2a. Complete My Work-in-Progress.
            I began writing The O’Shaughnessy Reputation:  Put on Your War Paint as part of National Novel Writing Month.  I finished about half by the end of November and have kept putting fingers to keyboard since then (occasionally for frustrated keyboard-mashing).  When I wrote the first part in this series (You’re Gonna Go Far, Kid), I started in 2011 and didn’t finish until early 2013, and I won’t allow that to happen again:  I will finish this WIP at all costs.

 

2b.
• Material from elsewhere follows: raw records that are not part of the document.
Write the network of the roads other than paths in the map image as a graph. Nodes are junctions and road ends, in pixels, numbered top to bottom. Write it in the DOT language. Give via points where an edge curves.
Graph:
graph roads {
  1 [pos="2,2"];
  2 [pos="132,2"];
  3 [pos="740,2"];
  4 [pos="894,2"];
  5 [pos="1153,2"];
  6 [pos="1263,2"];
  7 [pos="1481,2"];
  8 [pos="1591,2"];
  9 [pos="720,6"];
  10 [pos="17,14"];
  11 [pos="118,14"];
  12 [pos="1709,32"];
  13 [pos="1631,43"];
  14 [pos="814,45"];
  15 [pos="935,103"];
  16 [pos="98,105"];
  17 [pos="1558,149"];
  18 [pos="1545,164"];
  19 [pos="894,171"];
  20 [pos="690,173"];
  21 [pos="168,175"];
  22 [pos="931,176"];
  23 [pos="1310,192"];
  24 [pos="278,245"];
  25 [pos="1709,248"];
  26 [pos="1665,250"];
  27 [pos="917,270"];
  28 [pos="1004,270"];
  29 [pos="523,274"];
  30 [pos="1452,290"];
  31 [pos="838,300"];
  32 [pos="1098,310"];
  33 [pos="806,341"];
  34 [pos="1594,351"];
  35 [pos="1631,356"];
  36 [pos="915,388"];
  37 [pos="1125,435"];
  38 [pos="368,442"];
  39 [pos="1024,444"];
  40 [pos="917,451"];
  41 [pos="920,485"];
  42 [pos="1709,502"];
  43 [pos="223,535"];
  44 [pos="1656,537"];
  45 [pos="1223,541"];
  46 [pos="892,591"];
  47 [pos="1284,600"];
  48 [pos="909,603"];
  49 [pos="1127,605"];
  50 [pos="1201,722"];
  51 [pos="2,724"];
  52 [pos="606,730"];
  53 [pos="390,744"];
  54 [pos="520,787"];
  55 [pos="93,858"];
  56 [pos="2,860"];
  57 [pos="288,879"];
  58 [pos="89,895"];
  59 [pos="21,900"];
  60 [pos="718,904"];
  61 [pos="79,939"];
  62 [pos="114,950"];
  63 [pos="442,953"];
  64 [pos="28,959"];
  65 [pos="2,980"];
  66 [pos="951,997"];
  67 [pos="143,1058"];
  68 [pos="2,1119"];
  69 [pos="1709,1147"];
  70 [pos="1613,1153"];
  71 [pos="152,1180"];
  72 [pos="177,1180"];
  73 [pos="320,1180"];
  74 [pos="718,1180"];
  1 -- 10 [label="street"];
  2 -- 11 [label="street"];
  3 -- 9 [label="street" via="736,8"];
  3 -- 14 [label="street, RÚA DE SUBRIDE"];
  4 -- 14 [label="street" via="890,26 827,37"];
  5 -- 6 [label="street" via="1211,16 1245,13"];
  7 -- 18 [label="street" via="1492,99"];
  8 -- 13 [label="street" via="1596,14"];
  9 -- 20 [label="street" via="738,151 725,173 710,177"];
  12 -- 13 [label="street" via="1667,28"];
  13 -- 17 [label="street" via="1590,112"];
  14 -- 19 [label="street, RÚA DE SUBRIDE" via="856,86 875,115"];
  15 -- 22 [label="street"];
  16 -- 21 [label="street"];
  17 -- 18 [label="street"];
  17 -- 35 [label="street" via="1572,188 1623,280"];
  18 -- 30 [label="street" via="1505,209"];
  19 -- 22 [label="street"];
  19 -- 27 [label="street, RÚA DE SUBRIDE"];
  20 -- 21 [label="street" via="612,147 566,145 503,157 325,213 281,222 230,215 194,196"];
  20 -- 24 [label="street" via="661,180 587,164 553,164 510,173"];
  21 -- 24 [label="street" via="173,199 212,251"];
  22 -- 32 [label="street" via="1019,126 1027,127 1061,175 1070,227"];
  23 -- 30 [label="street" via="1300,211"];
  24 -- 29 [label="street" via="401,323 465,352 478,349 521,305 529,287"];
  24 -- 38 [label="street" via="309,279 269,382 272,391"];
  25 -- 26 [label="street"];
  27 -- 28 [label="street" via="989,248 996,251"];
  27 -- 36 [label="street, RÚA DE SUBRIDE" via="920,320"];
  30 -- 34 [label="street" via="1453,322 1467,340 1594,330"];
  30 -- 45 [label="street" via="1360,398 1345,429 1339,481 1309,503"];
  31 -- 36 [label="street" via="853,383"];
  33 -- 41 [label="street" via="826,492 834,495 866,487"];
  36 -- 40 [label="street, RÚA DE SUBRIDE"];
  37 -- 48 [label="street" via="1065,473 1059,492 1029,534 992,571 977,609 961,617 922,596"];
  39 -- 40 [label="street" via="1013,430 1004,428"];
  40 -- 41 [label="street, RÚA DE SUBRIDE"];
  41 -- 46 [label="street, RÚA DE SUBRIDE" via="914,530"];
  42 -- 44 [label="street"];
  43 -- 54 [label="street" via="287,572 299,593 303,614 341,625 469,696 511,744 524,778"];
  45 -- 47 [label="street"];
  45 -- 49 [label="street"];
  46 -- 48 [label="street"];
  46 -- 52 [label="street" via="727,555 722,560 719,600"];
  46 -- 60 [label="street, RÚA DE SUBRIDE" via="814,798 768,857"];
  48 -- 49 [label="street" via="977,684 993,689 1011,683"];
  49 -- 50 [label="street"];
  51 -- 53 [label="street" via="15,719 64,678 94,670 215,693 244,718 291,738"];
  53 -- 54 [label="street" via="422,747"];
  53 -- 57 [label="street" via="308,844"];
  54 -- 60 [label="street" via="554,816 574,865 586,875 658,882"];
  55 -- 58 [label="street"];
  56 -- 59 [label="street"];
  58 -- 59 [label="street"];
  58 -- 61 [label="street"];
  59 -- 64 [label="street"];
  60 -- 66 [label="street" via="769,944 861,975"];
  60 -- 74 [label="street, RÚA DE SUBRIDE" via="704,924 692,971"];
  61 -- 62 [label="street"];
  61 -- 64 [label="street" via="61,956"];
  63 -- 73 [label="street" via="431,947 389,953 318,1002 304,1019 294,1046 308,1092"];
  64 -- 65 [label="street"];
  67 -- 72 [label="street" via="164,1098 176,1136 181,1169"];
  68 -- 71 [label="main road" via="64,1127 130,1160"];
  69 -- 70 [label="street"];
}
Complete an Edit of My Soon-to-be-Finished WIP.
            I will not only finish this novel, I will do at least a first pass, rough edit on it before November 1st.  I can’t start Kiss the Ring, part three of this series, for NaNoWriMo ‘14 until the events in part two have been smoothed into something resembling a coherent story.

 

Speaking of NaNoWriMo…

3.  Participate in National Novel Writing Months, including Original Flavor NaNoWriMo (November) and both Camp NaNoWriMo sessions (April & July).
            Providing concrete goals, a fast-approaching deadline, an active community of writers, and a nifty progress graph, NaNoWriMo has been one of the best things to ever happen to my writing life.  It’s a kick in the ass, a kick so hard I’ll put said ass in a chair to avoid the hit.  And half of writing is, after all, simply sitting your ass down to do it.

 

4.  Begin Work on Charm of the Pavement.
            The idea for this novel has been haunting me, bouncing around in my head for at least six months but doing little more than mocking my attempts to wrangle it into a coherent story.  No more avoiding the pen, you brat; the time has come. 

 

5.  Increase My Writer Circle
            The most successful writers seem to be those with a solid, expansive community of writers they consider friends.  The interaction acts like an injection of word-adrenaline, promoting creativity and keeping a writer focused.  I know several writers, a couple of whom are quite serious about it, and I’m determined to welcome more into my life.  Because writers are awesome…and other writers are the only ones who share my special brand of ‘not quite right’.

 

I have my pen.

I have my vices—coffee, booze, cigarettes.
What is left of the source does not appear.